![]() |
A painting I did two years ago, 'Enchanted Moon', ink and watercolor. |
Maybe someday we'll be traveling to the Moon the way Ryan and I take planes back east. A simple trip, a search through security, free diet cokes, all the peanuts you can eat. And we'll look out into the sky from the Moon and see the Earth, the distant place we need to return to in days or weeks time.
The Moon is the one Earth held land (literally held, not by bedrock or rolling sea, but tied to our spiraling side with gravity) that we've yet to pollute or build a McDonald's on. Besides a stiff American flag and a few dusty footprints it's the same vast landscape as it was in the 1800's, 1500's, 400 B.C. No foundations breaking into the crumbling soil, no burnt stones where once a hearth glowed.
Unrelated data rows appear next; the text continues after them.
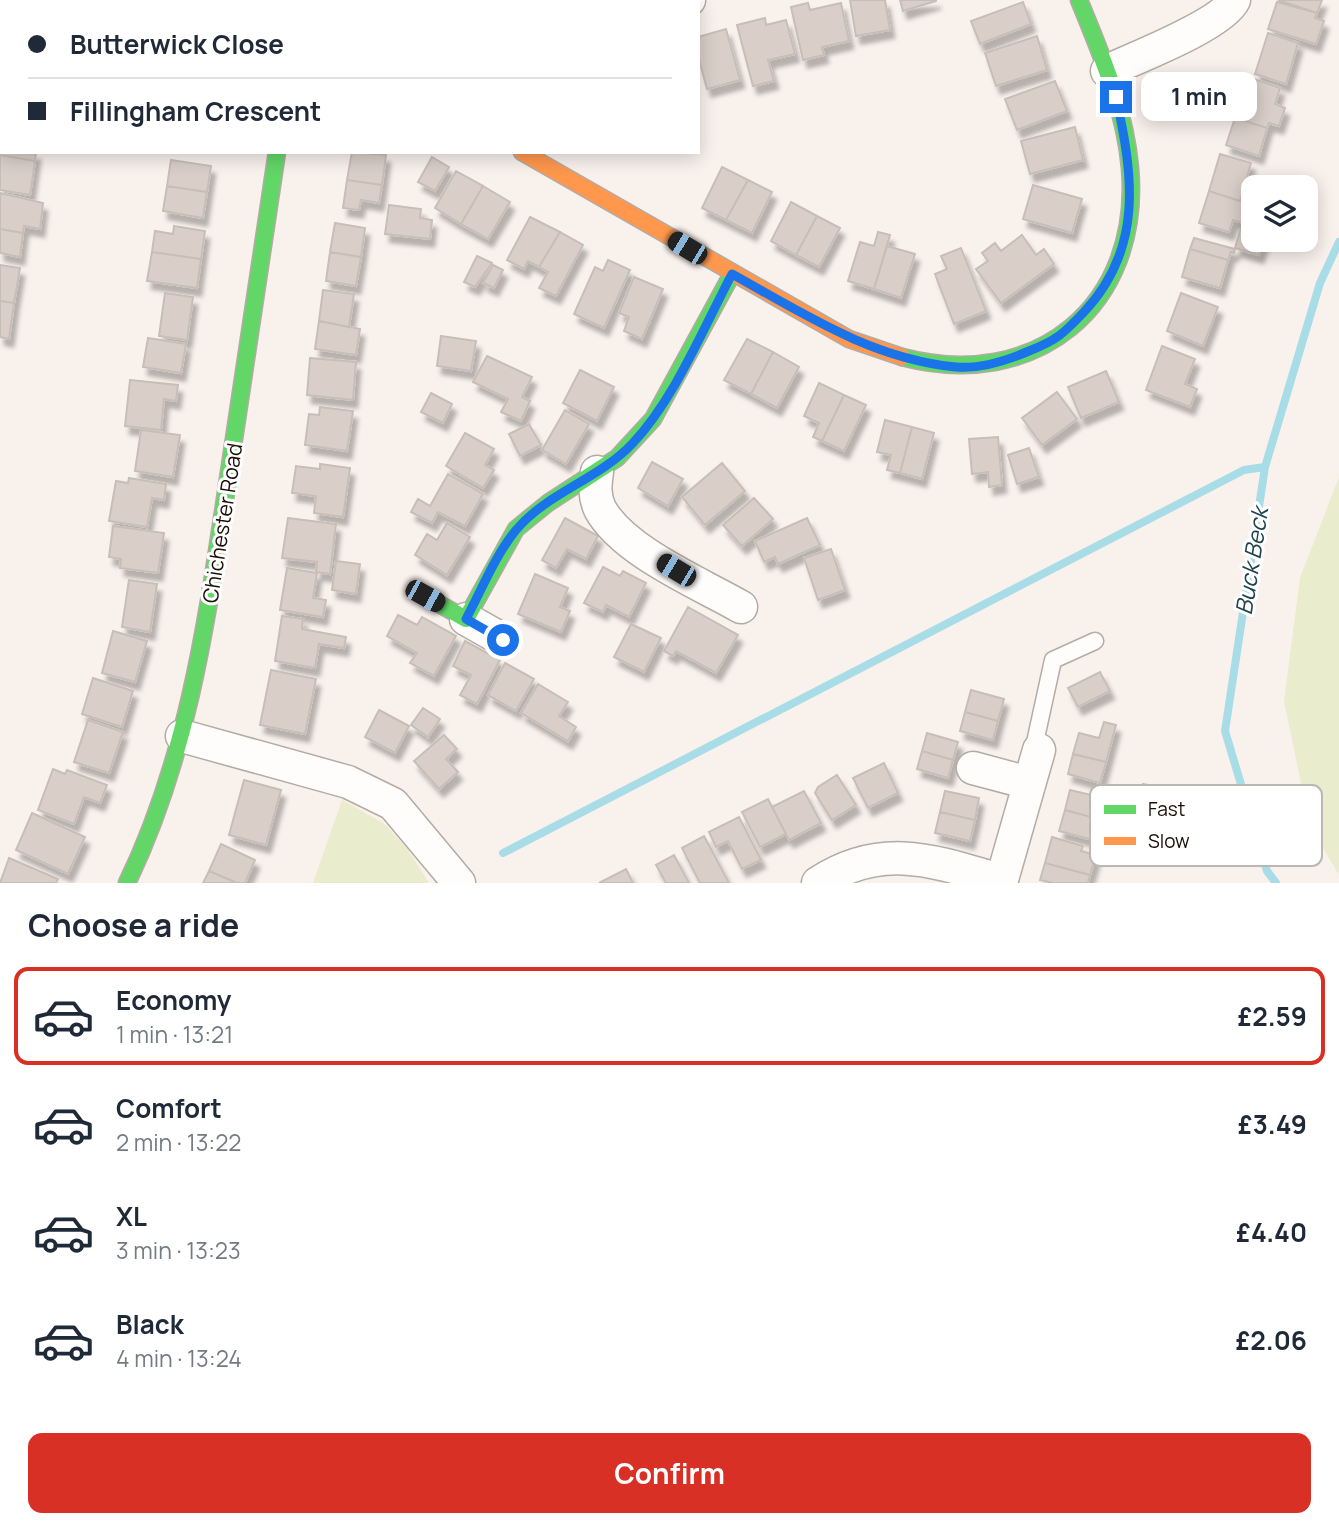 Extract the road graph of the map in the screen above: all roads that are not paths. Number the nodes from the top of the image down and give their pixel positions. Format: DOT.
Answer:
graph roads {
  1 [pos="1079,0"];
  2 [pos="1234,0"];
  3 [pos="1107,71"];
  4 [pos="277,154"];
  5 [pos="531,154"];
  6 [pos="557,160"];
  7 [pos="732,274"];
  8 [pos="597,472"];
  9 [pos="425,596"];
  10 [pos="741,607"];
  11 [pos="466,619"];
  12 [pos="503,640"];
  13 [pos="1095,641"];
  14 [pos="182,736"];
  15 [pos="1039,750"];
  16 [pos="973,768"];
  17 [pos="1029,783"];
  18 [pos="1001,882"];
  19 [pos="127,883"];
  20 [pos="459,883"];
  21 [pos="818,883"];
  1 -- 3 [label="street"];
  2 -- 3 [label="street"];
  3 -- 7 [label="street"];
  4 -- 14 [label="street, Chichester Road"];
  5 -- 6 [label="street"];
  6 -- 7 [label="street"];
  7 -- 8 [label="street"];
  8 -- 10 [label="street"];
  8 -- 11 [label="street"];
  9 -- 11 [label="street"];
  11 -- 12 [label="street"];
  13 -- 15 [label="lane"];
  14 -- 19 [label="street, Chichester Road"];
  14 -- 20 [label="street"];
  15 -- 17 [label="street"];
  16 -- 17 [label="street"];
  17 -- 18 [label="street"];
  18 -- 21 [label="street"];
} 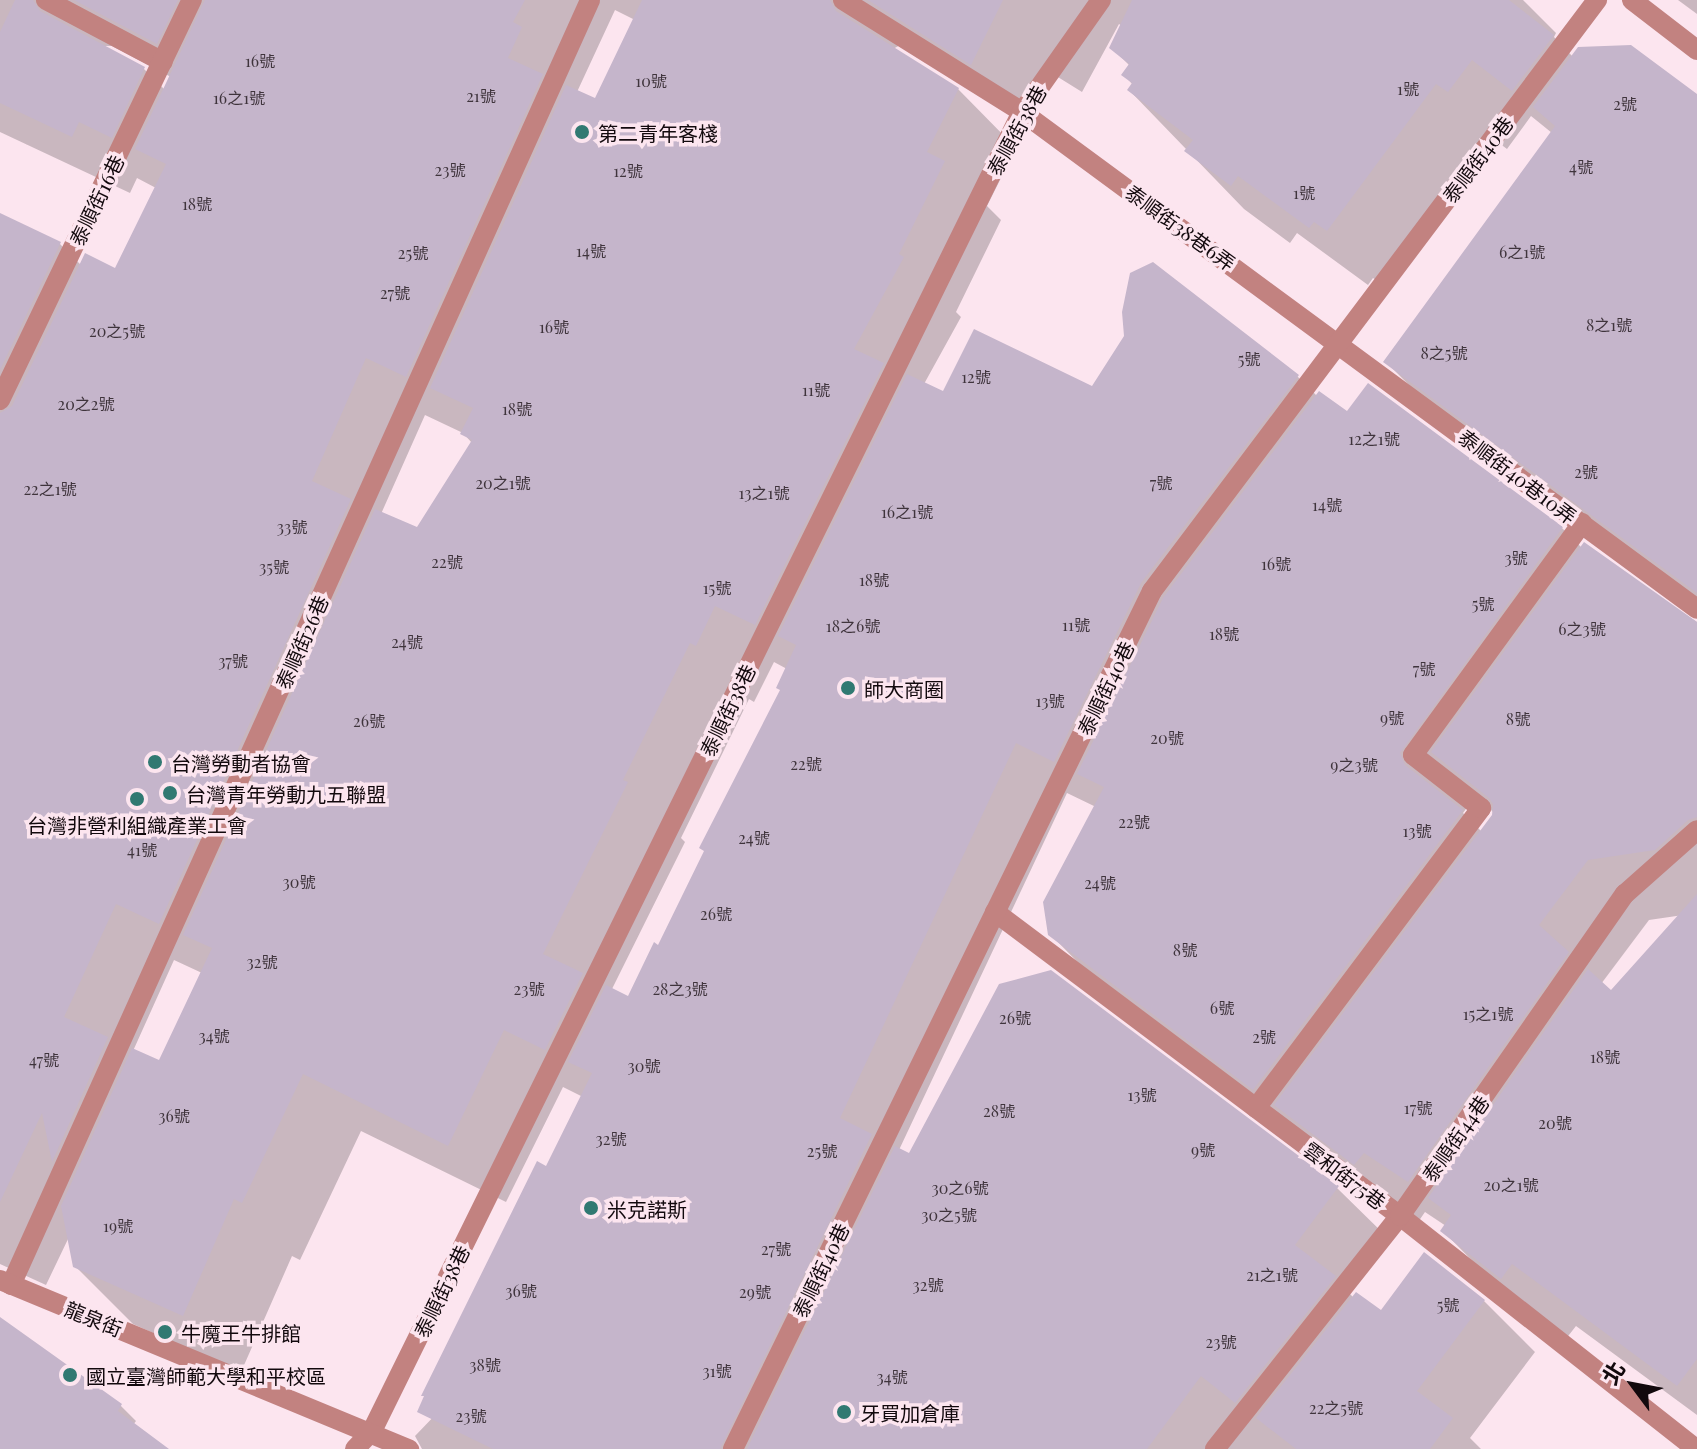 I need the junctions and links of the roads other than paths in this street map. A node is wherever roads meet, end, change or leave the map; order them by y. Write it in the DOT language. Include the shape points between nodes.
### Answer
graph roads {
  1 [pos="46,0"];
  2 [pos="192,0"];
  3 [pos="590,0"];
  4 [pos="843,0"];
  5 [pos="1101,0"];
  6 [pos="1597,0"];
  7 [pos="1632,0"];
  8 [pos="1697,50"];
  9 [pos="163,62"];
  10 [pos="1022,112"];
  11 [pos="1339,342"];
  12 [pos="0,400"];
  13 [pos="1582,523"];
  14 [pos="1697,609"];
  15 [pos="1697,830"];
  16 [pos="995,912"];
  17 [pos="1256,1108"];
  18 [pos="1400,1216"];
  19 [pos="6,1282"];
  20 [pos="372,1431"];
  21 [pos="1692,1444"];
  22 [pos="355,1449"];
  23 [pos="409,1449"];
  24 [pos="733,1449"];
  25 [pos="1215,1449"];
  1 -- 9 [label="street"];
  2 -- 9 [label="street, 泰順街16巷"];
  3 -- 19 [label="street, 泰順街26巷"];
  4 -- 10 [label="street, 泰順街38巷6弄"];
  5 -- 10 [label="street, 泰順街38巷"];
  6 -- 11 [label="street, 泰順街40巷"];
  7 -- 8 [label="street"];
  9 -- 12 [label="street, 泰順街16巷"];
  10 -- 11 [label="street, 泰順街38巷6弄"];
  10 -- 20 [label="street, 泰順街38巷"];
  11 -- 13 [label="street, 泰順街40巷10弄"];
  11 -- 16 [label="street, 泰順街40巷" via="1152,591"];
  13 -- 14 [label="street, 泰順街40巷10弄"];
  13 -- 17 [label="street" via="1413,755 1481,808"];
  15 -- 18 [label="street, 泰順街44巷" via="1625,894"];
  16 -- 17 [label="street, 雲和街75巷"];
  16 -- 24 [label="street, 泰順街40巷"];
  17 -- 18 [label="street, 雲和街75巷"];
  18 -- 21 [label="street, 雲和街75巷"];
  18 -- 25 [label="street, 泰順街44巷"];
  19 -- 20 [label="street, 龍泉街"];
  20 -- 22 [label="street, 泰順街38巷"];
  20 -- 23 [label="street, 龍泉街"];
} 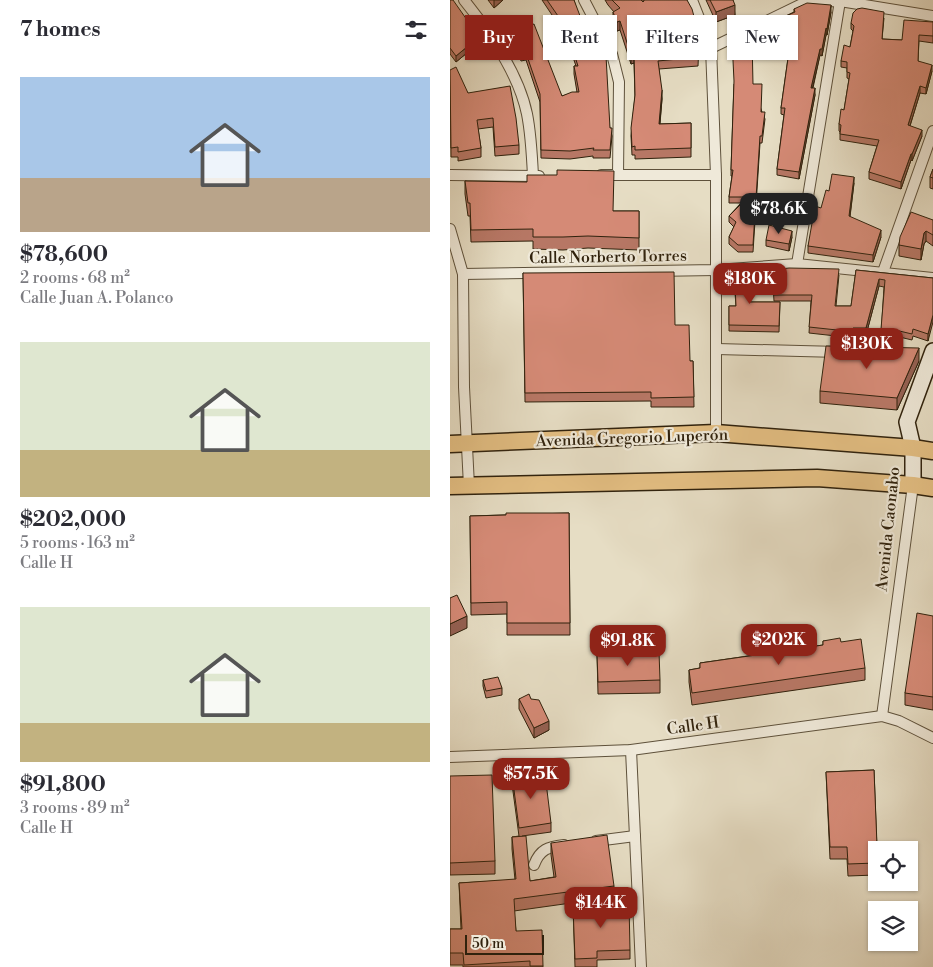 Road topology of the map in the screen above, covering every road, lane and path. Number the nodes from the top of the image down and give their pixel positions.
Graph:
1 (464, 0) edge
2 (584, 0) edge
3 (692, 0) edge
4 (817, 0) edge
5 (840, 1) junction
6 (698, 15) edge
7 (933, 16) edge
8 (717, 46) edge
9 (712, 60) edge
10 (933, 131) edge
11 (450, 175) edge
12 (590, 175) edge
13 (618, 175) junction
14 (716, 175) junction
15 (533, 176) junction
16 (552, 176) edge
17 (450, 230) edge
18 (797, 264) junction
19 (716, 270) junction
20 (883, 272) junction
21 (463, 274) junction
22 (933, 278) edge
23 (717, 349) junction
24 (854, 352) edge
25 (929, 353) edge
26 (716, 433) junction
27 (450, 444) edge
28 (467, 445) junction
29 (913, 448) junction
30 (933, 451) edge
31 (914, 485) junction
32 (450, 486) edge
33 (469, 486) junction
34 (933, 488) edge
35 (882, 716) junction
36 (933, 738) edge
37 (630, 750) junction
38 (450, 757) edge
39 (635, 836) junction
40 (534, 865) dead end
41 (641, 967) edge

1 - 15 street
2 - 13 street
3 - 6 street
4 - 5 street
4 - 8 street
5 - 7 street
5 - 18 street
9 - 14 street
10 - 20 street
11 - 15 street
12 - 13 street
13 - 14 street
14 - 19 street
15 - 16 street
17 - 21 street
18 - 19 street, Calle Norberto Torres
18 - 20 street, Calle Norberto Torres
19 - 21 street, Calle Norberto Torres
19 - 23 street
20 - 22 street, Calle Norberto Torres
21 - 28 street
23 - 24 street
23 - 26 street
25 - 29 street, Avenida Caonabo
26 - 28 main road, Avenida Gregorio Luperón
26 - 29 main road, Avenida Gregorio Luperón
27 - 28 main road, Avenida Gregorio Luperón
28 - 33 street
29 - 30 main road, Avenida Gregorio Luperón
29 - 31 street, Avenida Caonabo
31 - 33 main road
31 - 34 main road
31 - 35 street, Avenida Caonabo
32 - 33 main road
35 - 36 street, Calle H
35 - 37 street, Calle H
37 - 38 street, Calle H
37 - 39 street
39 - 40 street
39 - 41 street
Just rock after rock, crater upon crater, for miles and miles of silent, pearly dust prairies. The lunar planes.
![]() |
It doesn't get more vintage than the Moon. |
That would mean with the exception of that flag and those footprints, the Moon we see is the same Moon Jules Verne thought upon, pausing between sentences, searching for the next right word to craft the future. Marie Antoinette celebrated it during parties and glimpsed it from a jail cell. Galileo studied the very Moon the Mayans took into account when they made their calendar. When Leonardo Da Vinci solved the riddle of moonshine, he solved it for folks who had walked by moonlight in the Dark Ages, the Roman Empire, and the time of the pyramids. Mary and Joseph made their way to Bethlehem under the watchful gaze of the same craters and volcanic formations their child and all children see as the Man in the Moon. Think of a person you admire in history, and they saw the Moon exactly as you see it. (Okay, not Helen Keller, but I imagine the Moon held a dreamy fascination for her too, whether or not she could physically look upon it).
![]() |
Even in fiction: Elliot and ET flew by the same Moon Odysseus journeyed beneath for years. |
What will the Moon look like in one hundred years now that we have made contact? In a thousand? Are we not only the first to cross its border but also the last generations to view the same Moon our ancestors have enjoyed before us? Are we going to smooth roads for dune buggies? How long after can we keep Walmart from breaking ground? People will need matching hand towels and Tang after all. Will we one day indeed catch space flights to the Moon? I think it's inevitable. If Star Trek communicators and cell phones have taught us anything its that once man sees it in painting, print, or film--he wants it real. Jules Verne and H.G. Wells didn't predict as much as they inspired.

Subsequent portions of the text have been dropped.